Monday, January 21, 2019

Journeys Saga - Book I - Third Installment, As Promised


Journeys Beyond the Peaks

By M.F. Erler, Illustration by R.P. Feser

Prologue

          My name is Alexia Sullien, but most people call me Lexi.  Right now, I’m in our thatch-roofed hut on the edge of my father’s compound.  His name is Darien, and he’s the commander of this Rebel Safe-zone.
            In front of me is a small cook-fire.  My younger brother, Andre, and I have rigged a tripod above the fire out of pieces of discarded metal, which is something scarce here in the wilderness.  Therefore, it’s very valuable even if it is old and rusty, and no one can discern its original use.
            Even more precious is the cast iron kettle attached to the tripod by a wire handle.  As I stir the stew bubbling inside, I wonder—not for the first time—where our mother, Daiah, got it.  She says she’s had it so long she doesn’t remember.
            “Did you get it when you were living with the Redlarks in the Wilds of planet Terres?” I asked her one day, just a couple of weeks ago:

            Her face clouded with anger at my question.  “I don’t like to think about Terres,” she mumbled.  “Those weren’t good times.  Terres in the late Thirtieth Century—was a tightly-controlled Galactic System planet.  First, I ran away from Terres-City, the only settlement on the planet.”
            “Didn’t that help, Mom?  To be free in the Wilds?”
            “I thought it would, Lexi.  But the Redlarks were too free.  Their use of drugs, sex, and evil spirits seemed like freedom at first, but they were just a different kind of bondage.”
            Mom had never talked of any of her past like this before.  Perhaps it helped that Dad and Andre weren’t around.  They’d gone out hunting for deer.  And maybe she felt I was old enough now, at fifteen Standard Years.  Anyway, I didn’t want her to stop, so I asked, “How did you ever manage to escape Terres?”
            She shook her head and stared at the dirt floor of our hut for several seconds before she answered.  “It wasn’t easy.  When the opportunity came, I thought it was just good luck.  First, I met Dominic, your father’s uncle.”
            “I’ve heard Dad mention the name, but he’s not here in our compound, is he?”
            “No, he’s in an out-clave far distant, in another country on Earth.”
            “Did you meet Dad then, too?”
            Now she smiled slightly.  “Oh, no.  That was much later.  Dominic had run away from the City, too.  But he realized much sooner than most that the Redlarks were a big mistake.  He and his wife and son left us to join a small group of Rebels.”
            “The Rebels aren’t the same as Redlarks?”
            “Definitely not.  We’re Rebels now, but we’re certainly not Redlarks.”
            “We’re Believers in the True King, right Mom?”
            “Yes, we are,” she smiled again.  “The forces guiding the Redlarks weren’t from the System, but they were still evil—like some of the reports of strange dark powers we’re hearing now.  Besides, The Book warns us of this, too.”
            “Why is that ancient book so special?”
            “Well, Lexi, Believers say it was inspired by the Lord himself, the True King.”
            “Is he a king here on Earth?  If he is, why do Believers like us have to hide?”
            She sighed.  “Your dad’s answer to that question is always the same—”
            “I know—the Lord’s Kingdom is not of this world.  Do you believe that, Mom?”
            “I do, Lexi.  And as I look back at my life now, I can see it wasn’t just luck that brought me to where I am today.”
            “How do you mean?”
            “Well, after I met Dominic, your dad’s uncle, he helped me see where truth really was.  So I followed him when he left Terres.  Back then, no one knew where Earth was, or if it was just a myth.

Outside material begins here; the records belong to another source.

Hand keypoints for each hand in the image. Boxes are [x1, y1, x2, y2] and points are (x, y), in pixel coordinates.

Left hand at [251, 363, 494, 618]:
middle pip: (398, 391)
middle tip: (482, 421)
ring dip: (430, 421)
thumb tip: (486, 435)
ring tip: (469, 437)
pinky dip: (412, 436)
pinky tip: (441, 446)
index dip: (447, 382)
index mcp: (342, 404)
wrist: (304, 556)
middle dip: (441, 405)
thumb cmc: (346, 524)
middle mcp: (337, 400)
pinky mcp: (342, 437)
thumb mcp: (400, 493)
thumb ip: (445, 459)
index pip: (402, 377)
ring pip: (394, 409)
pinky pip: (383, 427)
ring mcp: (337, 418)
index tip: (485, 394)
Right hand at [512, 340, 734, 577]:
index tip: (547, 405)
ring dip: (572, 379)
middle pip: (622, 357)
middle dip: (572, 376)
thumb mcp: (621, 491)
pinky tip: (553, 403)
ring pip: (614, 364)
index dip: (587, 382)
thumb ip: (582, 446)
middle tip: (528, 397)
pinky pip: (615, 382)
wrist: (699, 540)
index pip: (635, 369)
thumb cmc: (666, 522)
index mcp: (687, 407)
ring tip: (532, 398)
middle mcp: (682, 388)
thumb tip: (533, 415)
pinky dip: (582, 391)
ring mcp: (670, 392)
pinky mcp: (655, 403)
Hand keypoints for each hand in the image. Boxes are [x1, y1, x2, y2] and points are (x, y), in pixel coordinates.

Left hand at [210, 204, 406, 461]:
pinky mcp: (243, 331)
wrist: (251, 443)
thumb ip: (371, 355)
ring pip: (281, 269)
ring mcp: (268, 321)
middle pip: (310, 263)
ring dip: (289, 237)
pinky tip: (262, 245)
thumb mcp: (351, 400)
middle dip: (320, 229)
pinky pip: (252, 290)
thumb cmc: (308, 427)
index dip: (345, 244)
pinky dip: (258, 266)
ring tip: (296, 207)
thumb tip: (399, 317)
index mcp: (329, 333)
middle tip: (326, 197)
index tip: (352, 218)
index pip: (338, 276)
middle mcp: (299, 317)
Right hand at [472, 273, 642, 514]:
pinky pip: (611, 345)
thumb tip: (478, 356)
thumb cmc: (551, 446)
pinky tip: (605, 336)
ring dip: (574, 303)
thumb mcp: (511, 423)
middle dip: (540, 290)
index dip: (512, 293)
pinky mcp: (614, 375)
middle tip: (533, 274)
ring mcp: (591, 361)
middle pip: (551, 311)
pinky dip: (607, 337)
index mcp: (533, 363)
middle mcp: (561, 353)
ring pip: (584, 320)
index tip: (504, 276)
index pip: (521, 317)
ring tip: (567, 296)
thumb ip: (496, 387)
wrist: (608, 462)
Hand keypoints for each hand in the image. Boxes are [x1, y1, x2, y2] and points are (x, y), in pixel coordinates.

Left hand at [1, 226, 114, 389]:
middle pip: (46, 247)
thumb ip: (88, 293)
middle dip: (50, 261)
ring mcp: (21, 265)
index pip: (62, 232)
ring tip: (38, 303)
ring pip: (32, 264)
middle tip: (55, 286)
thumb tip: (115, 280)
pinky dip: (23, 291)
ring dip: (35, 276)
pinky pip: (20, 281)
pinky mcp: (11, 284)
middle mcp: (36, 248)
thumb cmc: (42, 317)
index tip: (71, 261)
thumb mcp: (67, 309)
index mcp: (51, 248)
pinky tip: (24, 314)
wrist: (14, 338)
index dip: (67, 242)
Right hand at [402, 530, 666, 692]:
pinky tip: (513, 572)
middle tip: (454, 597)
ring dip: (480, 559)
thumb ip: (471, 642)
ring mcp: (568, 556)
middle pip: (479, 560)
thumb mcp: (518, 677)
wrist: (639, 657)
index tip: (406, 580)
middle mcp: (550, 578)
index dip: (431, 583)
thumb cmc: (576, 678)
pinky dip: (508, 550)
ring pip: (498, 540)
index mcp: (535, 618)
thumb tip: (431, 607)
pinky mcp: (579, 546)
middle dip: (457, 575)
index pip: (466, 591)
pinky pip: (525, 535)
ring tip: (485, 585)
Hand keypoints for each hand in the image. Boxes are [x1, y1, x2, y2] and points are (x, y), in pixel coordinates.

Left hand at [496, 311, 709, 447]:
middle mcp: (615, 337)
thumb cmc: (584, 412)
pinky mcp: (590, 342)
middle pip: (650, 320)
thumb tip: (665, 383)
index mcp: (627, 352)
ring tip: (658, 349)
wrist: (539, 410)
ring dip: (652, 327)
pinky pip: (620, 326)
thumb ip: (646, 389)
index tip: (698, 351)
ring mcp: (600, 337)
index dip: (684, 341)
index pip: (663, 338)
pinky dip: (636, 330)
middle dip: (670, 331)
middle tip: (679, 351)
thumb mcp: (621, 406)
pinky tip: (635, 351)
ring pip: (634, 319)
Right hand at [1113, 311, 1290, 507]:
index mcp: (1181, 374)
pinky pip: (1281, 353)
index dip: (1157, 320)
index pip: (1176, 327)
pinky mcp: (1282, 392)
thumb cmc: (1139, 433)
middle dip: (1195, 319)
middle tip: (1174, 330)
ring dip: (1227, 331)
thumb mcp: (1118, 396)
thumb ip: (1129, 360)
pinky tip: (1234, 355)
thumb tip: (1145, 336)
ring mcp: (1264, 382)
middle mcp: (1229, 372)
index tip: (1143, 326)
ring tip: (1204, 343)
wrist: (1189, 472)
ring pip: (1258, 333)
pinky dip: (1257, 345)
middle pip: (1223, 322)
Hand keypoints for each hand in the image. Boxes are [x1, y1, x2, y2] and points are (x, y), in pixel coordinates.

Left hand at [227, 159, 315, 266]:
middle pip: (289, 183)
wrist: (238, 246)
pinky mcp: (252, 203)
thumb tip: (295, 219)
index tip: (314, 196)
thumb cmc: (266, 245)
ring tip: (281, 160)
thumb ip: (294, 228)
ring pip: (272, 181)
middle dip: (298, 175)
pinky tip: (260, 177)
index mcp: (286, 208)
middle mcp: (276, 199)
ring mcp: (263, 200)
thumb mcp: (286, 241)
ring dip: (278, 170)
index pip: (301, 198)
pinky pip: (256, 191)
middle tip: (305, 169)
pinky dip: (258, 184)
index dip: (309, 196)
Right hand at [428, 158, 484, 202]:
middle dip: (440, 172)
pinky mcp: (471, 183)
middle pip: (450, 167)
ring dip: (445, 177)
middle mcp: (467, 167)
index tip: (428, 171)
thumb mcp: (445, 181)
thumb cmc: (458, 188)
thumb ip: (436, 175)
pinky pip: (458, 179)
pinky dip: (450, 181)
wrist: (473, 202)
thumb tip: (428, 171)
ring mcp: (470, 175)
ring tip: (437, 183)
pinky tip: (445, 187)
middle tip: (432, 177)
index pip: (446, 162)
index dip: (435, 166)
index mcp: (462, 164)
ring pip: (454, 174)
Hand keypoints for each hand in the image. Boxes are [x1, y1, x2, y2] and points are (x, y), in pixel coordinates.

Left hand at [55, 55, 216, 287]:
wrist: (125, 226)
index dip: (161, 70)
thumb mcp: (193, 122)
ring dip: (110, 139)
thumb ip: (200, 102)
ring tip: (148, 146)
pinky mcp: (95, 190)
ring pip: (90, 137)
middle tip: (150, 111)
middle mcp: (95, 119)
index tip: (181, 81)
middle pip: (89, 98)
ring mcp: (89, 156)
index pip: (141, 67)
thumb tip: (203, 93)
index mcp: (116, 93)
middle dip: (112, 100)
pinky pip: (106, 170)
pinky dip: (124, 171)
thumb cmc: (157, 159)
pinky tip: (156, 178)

But the Rebels somehow knew, and that’s how I got here—with Dominic and his followers.  After we’d been here awhile, I met your father, with a different group of Rebels.  He’d left Terres as a System soldier, but was converted to the Rebel’s cause.”
            “Wait!  You mean you and Dad were both from Terres, but you didn’t meet there?”
            “Strange, isn’t it?  We came to Earth by two different paths.  Now, I know the King had it planned for us.  It wasn’t by chance, after all.”
            “I’ve heard Uncle Jon mention Redlarks, too.  Was he there when you were?”
            She looked at the floor again before she replied.  “Yes, but it was long before we became relatives.  He came to the Redlarks shortly after I did, for the same reasons, trying to find freedom.  We even shared a hut for awhile—”
            Her voice stopped in mid-sentence. 
“What’s wrong, Mom?  Are you okay?”
            In reply she reached over and took my hand.  “I shouldn’t have told you.  Please don’t mention it to Jon or his wife, Martina.  She’s Darien’s sister, and therefore my sister-in-law, so I don’t want to hurt her.  What happened between Jon and I was during a dark and lost time in both our lives.  It’s best forgotten.  None of us were Believers then.  Now things are as they should be.  Jon has married Martina, and I’m married to her brother, Darien.  And we have beautiful children.”
            As her voice faded away, I saw something shining in the corners of her eyes.

***
            So here I am, just stirring the stew and thinking about all this.  In the cold winter months, Jon and his family come to live with us here in the compound.  It’s only in the warmer seasons that they go to a cave they’ve discovered.
            I like it when they’re here with us because Jon has been teaching all of us first-borns to cross the GAP.  I don’t understand the science of it, but I know it’s a shortcut through space.  My cousin Celestia, Jon’s daughter, says they can go from here to their cave in the blink of an eye.  Once she took me to the cave and back, all in less than a day.  It was amazing.
            First, I was standing on grassy ground beside our hut.  Then she took both my hands in hers, and we closed our eyes.  The ground felt like it fell away.  The next instant I felt a rocky floor beneath my feet.  When I opened my eyes, we were in a dimly-lit cave.
            “Wow,” I remember saying.  “Can you teach me to do that?”
            She grinned and nodded.  But then she said, “With lessons from my dad, you can learn even more than this, like how to go backward and forward in time, too.  The GAP—the Galactic Antipaterminal Passage—can cut through any dimension of space or time, Lexi.  But it takes practice.  I’m just learning myself.”
            Then she took my hands again and closed her eyes.  The next breath I took was beside our hut, back in the compound.
            With that kind of motivation, it’s been easy to take in everything Uncle Jon and Celestia have taught me.  And I’ve been practicing a lot.  I start to name to myself the places I’ve crossed to, while I keep an eye on the bubbling pot.
            Just as I reach the end of my mental list, the air crackles beside me.  Looking up, I expect to see Celestia, but instead my uncle comes into focus.
            “What’s up, Uncle Jon?”
            “I need you to help someone, Lexi.”  He always gets right to the point.
            “Okay.  Who?”
            “It’s not just ‘who’—it’s also ‘where’ and ‘when’.  I need you to cross the GAP to the past.”
            “Me?  But I’m not that experienced.”
            “You have more innate ability than you know,” he smiles slightly.  “And you’re the best- qualified GAP-crosser available right now.  This task needs a teenager.  Your cousin, Celestia, is too old.”
            “Uh- okay.   But I haven’t had much practice with Time-GAPs.”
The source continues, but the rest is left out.